SR: No, I don’t think of it as a historical novel particularly. I sometimes think of it as a political novel, but that’s different. You see, my view was that a country which has so many people in it also has a very large number of versions of the truth in it. In a way it’s stupid to insist on any one of them because, well, why mine and not yours? So I thought the thing to do was to try and make a coherent version, a version which was at the same time coherent but also suspect, which is what a memoir would be.
My view about the book changed while I was writing it. When I started out, I thought I would be writing about history. I thought I would be doing the Proust act, you know, of bringing back the past as if it had not been away. I believed that the filter of memory would be removed, so one could get to what it was like if you didn’t have the distortions of the filter. And then I just became much more interested in the filter and thought why try and pretend there is something back there; this is what there is. So the book became, for me, a book about the nature of memory. History is used in that way. It’s used in that refracted, distorted way when some things become very big. For instance, a lot of people, particularly in England, particularly since the Gandhi movie opened, keep asking me why Gandhi’s not in the book. Well, he’s there when he dies, and he’s also there in the background of the Jallianwala Bagh Massacre, but he’s not particularly or centrally there, and I keep saying, this isn’t a history book. This is a book about one person’s passage through history.
UC: Would it be too extreme to suggest that it’s one person ‘s revenge on history?
SR: It didn’t feel like a revenge, no. It might be, but it wasn’t part of the project. I was thinking for a time about what it means to be an individual in India when there are seven hundred million of you. The conventional wisdom about that would probably be that it means less to be an individual when there are seven hundred million than it does when there are four or five. And I thought that may not be the case, it may be the opposite. So I decided to make a kind of comic inversion of it: instead of Saleem being a tiny grain on the beach he would actually be the speck of dust that contained the beach or the universe. The book grew out of that. And it is a fundamentally comic inversion because, of course, he doesn’t really contain the world, he only thinks he does.
UC: This conviction or suspicion Saleem has of his centrality in history, is there anything typically Indian about it? I’m thinking of claims by people like V. S. Naipaul and Sudhir Kakkar, the Indian psychoanalyst, who say that Indian thought and experience are characterized by self-centeredness, by an inability to separate the self from the world.

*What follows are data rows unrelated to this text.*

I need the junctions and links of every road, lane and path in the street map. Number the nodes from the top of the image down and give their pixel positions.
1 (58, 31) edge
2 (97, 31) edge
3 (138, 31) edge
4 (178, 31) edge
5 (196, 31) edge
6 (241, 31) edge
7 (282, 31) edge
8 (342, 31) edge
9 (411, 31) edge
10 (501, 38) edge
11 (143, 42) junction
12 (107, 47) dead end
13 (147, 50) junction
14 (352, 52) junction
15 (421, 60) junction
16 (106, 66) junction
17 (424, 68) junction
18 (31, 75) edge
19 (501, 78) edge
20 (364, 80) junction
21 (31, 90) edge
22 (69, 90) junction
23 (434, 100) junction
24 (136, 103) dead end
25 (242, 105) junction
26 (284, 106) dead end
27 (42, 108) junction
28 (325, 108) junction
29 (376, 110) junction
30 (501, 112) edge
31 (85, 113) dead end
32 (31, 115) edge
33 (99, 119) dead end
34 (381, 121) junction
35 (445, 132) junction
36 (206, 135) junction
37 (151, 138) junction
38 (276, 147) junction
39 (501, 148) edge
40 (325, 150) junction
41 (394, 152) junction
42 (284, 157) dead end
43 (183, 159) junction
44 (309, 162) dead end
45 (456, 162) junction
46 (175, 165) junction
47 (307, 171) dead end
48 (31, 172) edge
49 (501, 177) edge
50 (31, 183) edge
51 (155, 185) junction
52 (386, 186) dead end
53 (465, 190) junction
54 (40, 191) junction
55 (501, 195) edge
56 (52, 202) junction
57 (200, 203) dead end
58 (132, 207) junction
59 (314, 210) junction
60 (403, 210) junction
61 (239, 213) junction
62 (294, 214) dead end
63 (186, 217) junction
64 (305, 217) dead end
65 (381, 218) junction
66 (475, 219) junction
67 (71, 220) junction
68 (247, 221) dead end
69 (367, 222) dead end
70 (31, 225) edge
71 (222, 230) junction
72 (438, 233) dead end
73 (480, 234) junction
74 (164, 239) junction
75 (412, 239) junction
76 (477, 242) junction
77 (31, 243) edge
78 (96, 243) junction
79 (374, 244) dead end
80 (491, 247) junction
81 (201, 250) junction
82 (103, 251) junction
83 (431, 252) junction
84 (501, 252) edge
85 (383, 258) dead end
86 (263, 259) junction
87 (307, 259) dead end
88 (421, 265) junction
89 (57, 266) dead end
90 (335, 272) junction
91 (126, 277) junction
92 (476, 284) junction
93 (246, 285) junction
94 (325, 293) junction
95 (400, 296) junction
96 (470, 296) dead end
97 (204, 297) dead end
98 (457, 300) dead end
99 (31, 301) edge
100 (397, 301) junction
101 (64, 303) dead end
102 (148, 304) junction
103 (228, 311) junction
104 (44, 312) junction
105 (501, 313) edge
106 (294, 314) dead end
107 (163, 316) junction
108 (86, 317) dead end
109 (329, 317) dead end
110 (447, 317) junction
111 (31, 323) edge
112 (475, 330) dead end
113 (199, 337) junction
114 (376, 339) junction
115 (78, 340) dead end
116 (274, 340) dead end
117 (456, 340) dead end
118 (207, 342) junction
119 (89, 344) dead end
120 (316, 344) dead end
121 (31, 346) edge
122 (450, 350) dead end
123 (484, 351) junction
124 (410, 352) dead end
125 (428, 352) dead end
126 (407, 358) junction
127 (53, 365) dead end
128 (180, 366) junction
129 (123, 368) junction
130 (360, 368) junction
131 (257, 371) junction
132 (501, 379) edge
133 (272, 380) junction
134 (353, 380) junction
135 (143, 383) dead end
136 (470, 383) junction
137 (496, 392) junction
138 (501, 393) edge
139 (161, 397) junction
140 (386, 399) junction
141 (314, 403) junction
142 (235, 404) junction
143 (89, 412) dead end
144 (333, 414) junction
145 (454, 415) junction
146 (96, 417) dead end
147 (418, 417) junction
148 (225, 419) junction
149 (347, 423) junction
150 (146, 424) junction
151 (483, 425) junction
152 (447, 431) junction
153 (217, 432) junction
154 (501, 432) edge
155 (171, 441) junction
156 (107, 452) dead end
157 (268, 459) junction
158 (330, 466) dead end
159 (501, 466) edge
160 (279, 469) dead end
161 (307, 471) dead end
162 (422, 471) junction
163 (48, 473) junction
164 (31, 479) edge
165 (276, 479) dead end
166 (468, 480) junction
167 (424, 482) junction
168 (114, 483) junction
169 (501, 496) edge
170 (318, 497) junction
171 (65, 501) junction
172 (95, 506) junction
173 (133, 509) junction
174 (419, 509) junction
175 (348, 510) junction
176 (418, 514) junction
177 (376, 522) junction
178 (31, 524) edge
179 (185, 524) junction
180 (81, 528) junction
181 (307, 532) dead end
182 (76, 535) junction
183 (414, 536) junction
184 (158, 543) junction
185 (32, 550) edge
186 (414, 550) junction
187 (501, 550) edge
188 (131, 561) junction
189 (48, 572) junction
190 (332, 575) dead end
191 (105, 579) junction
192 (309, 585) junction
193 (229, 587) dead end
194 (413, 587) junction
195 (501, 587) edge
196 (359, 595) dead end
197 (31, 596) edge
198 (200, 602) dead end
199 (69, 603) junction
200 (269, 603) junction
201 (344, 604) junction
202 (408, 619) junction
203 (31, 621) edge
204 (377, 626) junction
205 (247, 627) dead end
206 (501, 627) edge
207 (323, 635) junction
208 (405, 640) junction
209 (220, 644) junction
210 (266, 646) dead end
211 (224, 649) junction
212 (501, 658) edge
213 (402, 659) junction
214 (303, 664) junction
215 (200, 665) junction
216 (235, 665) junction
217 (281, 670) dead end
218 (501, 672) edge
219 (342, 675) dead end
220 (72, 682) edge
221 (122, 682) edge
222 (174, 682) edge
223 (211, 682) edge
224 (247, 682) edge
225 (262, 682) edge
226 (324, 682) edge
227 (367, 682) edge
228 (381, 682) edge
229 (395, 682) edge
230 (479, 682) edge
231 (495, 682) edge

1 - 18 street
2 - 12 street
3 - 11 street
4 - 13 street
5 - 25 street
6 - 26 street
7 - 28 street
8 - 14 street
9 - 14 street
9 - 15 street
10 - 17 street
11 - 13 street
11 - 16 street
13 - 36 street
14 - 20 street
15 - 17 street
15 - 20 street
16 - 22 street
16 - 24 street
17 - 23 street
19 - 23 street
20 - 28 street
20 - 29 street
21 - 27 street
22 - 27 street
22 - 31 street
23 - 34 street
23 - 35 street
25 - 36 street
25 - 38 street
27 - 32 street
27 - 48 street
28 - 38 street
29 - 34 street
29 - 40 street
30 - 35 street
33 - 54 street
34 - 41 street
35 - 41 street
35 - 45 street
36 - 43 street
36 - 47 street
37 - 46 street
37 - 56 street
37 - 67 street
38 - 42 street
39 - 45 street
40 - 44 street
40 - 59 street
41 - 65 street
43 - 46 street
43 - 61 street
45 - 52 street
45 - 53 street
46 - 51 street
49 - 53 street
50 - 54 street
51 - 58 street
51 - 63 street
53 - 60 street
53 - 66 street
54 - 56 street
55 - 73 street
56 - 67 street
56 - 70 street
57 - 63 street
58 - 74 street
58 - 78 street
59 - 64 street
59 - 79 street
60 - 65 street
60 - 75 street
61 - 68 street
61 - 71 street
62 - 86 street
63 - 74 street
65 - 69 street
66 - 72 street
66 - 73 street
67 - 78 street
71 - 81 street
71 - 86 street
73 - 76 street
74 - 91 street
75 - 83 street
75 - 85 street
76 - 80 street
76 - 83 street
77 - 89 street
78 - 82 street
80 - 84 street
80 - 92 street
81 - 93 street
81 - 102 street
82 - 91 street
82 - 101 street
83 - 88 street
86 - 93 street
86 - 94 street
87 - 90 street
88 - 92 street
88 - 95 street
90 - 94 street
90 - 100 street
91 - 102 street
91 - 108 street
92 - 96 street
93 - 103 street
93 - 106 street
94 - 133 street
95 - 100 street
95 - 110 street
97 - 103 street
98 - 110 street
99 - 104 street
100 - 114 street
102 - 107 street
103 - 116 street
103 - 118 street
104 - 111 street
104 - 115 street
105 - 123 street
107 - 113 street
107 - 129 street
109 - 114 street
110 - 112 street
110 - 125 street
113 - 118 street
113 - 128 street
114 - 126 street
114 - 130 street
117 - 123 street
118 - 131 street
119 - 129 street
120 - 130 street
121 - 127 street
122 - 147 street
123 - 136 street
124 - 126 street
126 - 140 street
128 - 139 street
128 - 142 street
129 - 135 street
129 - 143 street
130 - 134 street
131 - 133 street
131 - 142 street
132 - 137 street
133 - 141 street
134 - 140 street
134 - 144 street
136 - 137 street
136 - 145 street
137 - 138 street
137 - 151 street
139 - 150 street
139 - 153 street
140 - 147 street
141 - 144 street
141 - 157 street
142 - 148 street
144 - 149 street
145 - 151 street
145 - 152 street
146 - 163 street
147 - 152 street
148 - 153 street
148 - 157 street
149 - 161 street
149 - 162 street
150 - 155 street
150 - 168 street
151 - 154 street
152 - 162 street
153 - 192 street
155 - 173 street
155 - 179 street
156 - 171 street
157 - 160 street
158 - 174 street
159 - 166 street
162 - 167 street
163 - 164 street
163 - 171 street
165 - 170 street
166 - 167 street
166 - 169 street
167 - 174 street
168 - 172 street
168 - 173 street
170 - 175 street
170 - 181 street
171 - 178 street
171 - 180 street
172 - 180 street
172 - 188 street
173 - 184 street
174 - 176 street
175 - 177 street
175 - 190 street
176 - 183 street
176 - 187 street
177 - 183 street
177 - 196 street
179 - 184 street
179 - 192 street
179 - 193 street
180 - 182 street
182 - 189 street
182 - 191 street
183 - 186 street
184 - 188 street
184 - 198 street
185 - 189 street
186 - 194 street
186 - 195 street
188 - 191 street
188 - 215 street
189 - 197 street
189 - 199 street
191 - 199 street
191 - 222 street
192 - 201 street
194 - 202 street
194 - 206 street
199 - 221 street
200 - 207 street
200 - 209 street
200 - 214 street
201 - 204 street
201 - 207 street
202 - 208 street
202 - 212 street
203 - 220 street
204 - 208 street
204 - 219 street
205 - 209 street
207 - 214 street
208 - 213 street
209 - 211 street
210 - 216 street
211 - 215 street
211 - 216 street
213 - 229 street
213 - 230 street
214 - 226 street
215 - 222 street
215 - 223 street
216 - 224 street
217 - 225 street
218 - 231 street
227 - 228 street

SR: I wasn’t aware of that. By and large, I’m not very keen on Naipaul’s analysis of Indians. I don’t think Indians are any more self-centered than Americans. At least, it’s never crossed my mind that they were. Saleem’s self-centeredness, almost solipsism, is, it seemed to me, comic in its intent rather than allegorical. In the beginning, it was a way of organizing the material, and because it was funny it was a more pleasant way of organizing the material than some heavier symbol. Also, it enabled me to discuss the relationship between the individual and history, between private lives and public affairs. Saleem believes that there is a relationship, Saleem has a thesis, as it were, and the book tests the thesis. It turns out to be a destruction-test, because by the end of the book, it is clear that the thesis doesn’t hold up: he’s not in charge. And he can’t stand it — at the moment at which he begins to be faced with the facts of life, he performs a series of retreats, whether into a kind of catatonic state, or into quiescence or acceptance, or finally, into the pickle factory.
UC: Did you find a great difference between the reactions of people of Saleem’s generation and those who are older or younger?
SR: Yes. The people who like the book most are young. That’s obviously a simplification, but it’s interesting that very large numbers of the people who came to meet me or hear my talks were very young. They were all Saleem’s generation or younger. And I like that. I felt that it was right that the people who were the essential subjects in the book had taken it for themselves and made it their own. Endless numbers of people, not just in Bombay, would come up to me and say, “You shouldn’t have written this book. We know all this stuff. We could have written this book.” And I thought that was an extraordinary thing for a writer to be told — much the biggest compliment anybody has ever paid me. The older generation, I suspect, were often shocked by it: how could I be so rude about Mrs. Gandhi, there are limits to these things, one should be more cautious, it’s bad manners, really.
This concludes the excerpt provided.